The Philosophy of Complaining
Here’s the thing about complaints, though. The good things in life are often subtle, quiet, and fleeting. You can count them on your fingers and run out of digits before you’ve even begun. But the bad things? Oh, they’re abundant, loud, and impossible to ignore. They practically beg to be noticed, tallied, and, well, complained about.
Perhaps Sira, over the years, had developed the habit of focusing on the bad. It was easier, after all, more convenient. And once you start down that path, it’s a slippery slope to chronic complaining.
Of course, I could be wrong. Maybe there was more to Sira than I ever understood. But as far as my childhood memories are concerned, he will always be the man who found fault in everything – and then some.
The Irony of Legacy
Years later, long after Sira had passed away, I found myself reminiscing about him. His complaints, once a source of annoyance, had become a peculiar kind of comfort.

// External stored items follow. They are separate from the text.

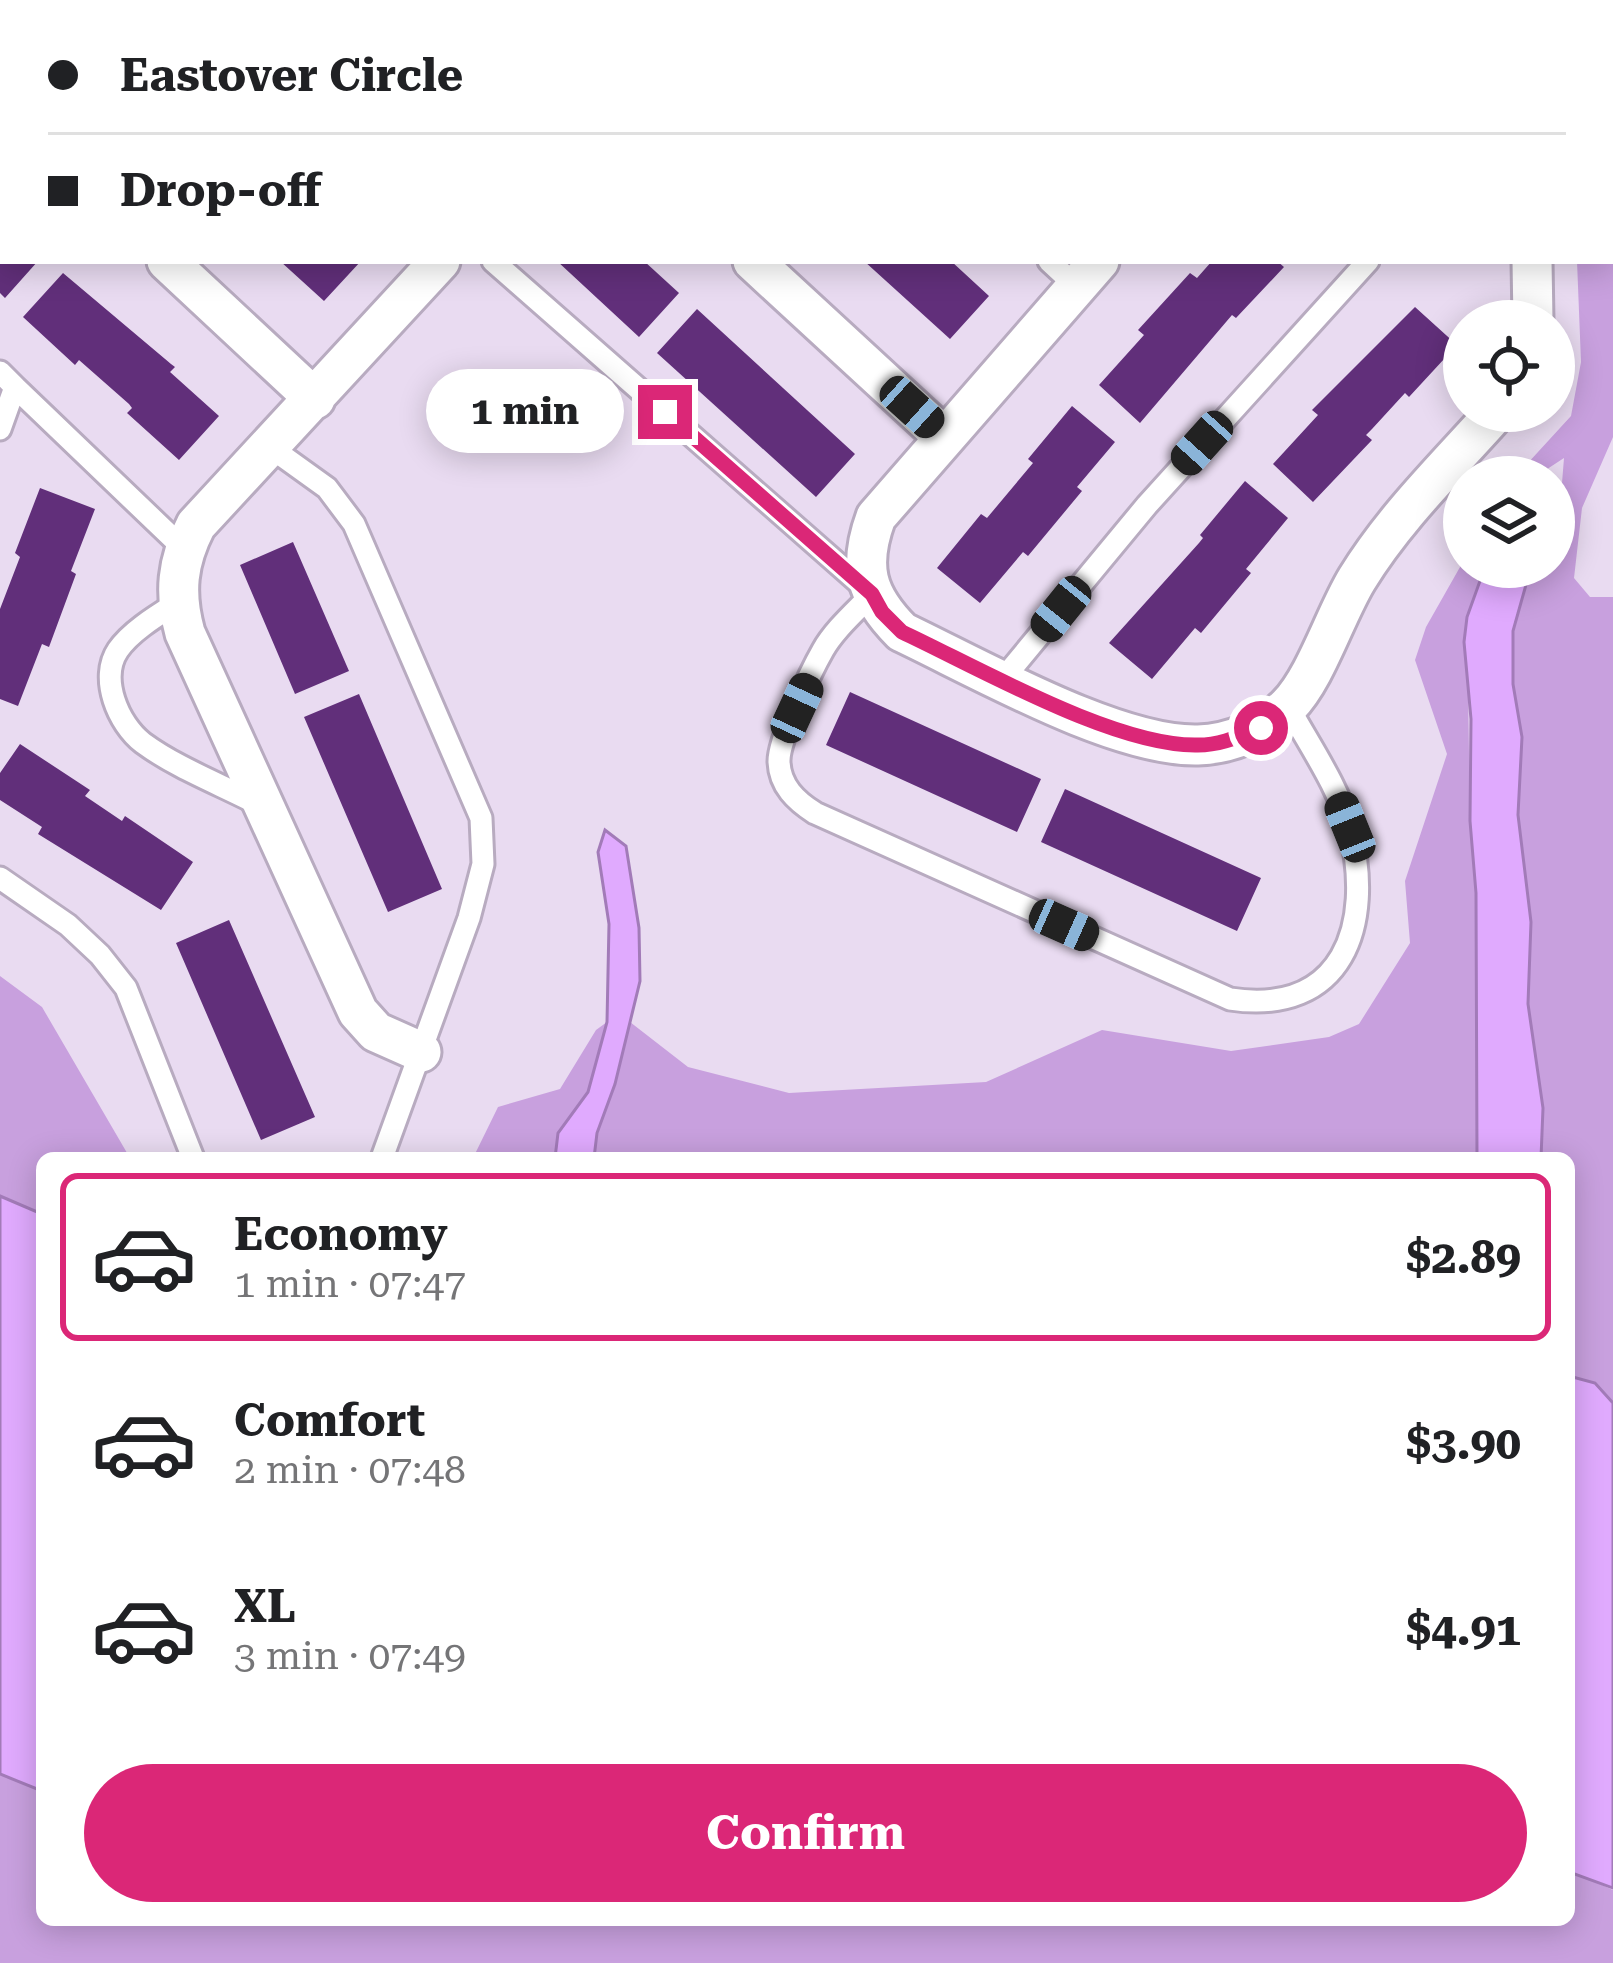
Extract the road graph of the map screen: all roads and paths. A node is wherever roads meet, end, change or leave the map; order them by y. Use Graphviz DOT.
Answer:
graph roads {
  1 [pos="170,264"];
  2 [pos="437,264"];
  3 [pos="496,264"];
  4 [pos="756,264"];
  5 [pos="1365,264"];
  6 [pos="1532,264"];
  7 [pos="1074,269"];
  8 [pos="1533,300"];
  9 [pos="8,380"];
  10 [pos="315,399"];
  11 [pos="0,429"];
  12 [pos="1478,432"];
  13 [pos="944,436"];
  14 [pos="270,447"];
  15 [pos="184,549"];
  16 [pos="872,594"];
  17 [pos="177,603"];
  18 [pos="1003,679"];
  19 [pos="1288,706"];
  20 [pos="265,808"];
  21 [pos="0,878"];
  22 [pos="421,1052"];
  23 [pos="191,1152"];
  24 [pos="384,1152"];
  1 -- 10 [label="street"];
  2 -- 10 [label="street"];
  3 -- 16 [label="lane"];
  4 -- 13 [label="street"];
  5 -- 18 [label="lane"];
  6 -- 8 [label="street"];
  7 -- 13 [label="street"];
  9 -- 11 [label="lane"];
  9 -- 15 [label="lane"];
  10 -- 14 [label="street"];
  12 -- 19 [label="street"];
  13 -- 16 [label="street"];
  14 -- 15 [label="street"];
  14 -- 22 [label="lane"];
  15 -- 17 [label="street"];
  16 -- 18 [label="street"];
  16 -- 19 [label="lane"];
  17 -- 20 [label="street"];
  17 -- 20 [label="lane"];
  18 -- 19 [label="street"];
  20 -- 22 [label="street"];
  21 -- 23 [label="lane"];
  22 -- 24 [label="lane"];
}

I realised that Sira, in his own grumbling way, had taught me something valuable. He’d shown me the absurdity of life’s struggles – how they could seem so monumental in the moment, yet so trivial in hindsight. His incessant complaining had a strange way of putting things into perspective. Yes, the rain was unpredictable. Yes, the pests were a nuisance. Yes, life was unfair. But, so what? We carried on anyway, because what else could we do?
A Philosophical Farewell
In the end, I like to think of Sira as a kind of philosopher. His complaints, for all their negativity, were a testament to his resilience. He saw the worst in everything, yet he never gave up.
There’s a certain beauty in that, isn’t there? To see the world as a broken, chaotic mess and still wake up every day, and trudge to the fields. To complain, yes, but also to endure.
And so, dear Sira, wherever you are, I raise a metaphorical glass to you. Here’s to your eternal battle with the monsoons, your war against the pests, and your endless tirades about life’s injustices.
May you find peace, or at the very least, a celestial audience patient enough to listen to your complaints for all eternity.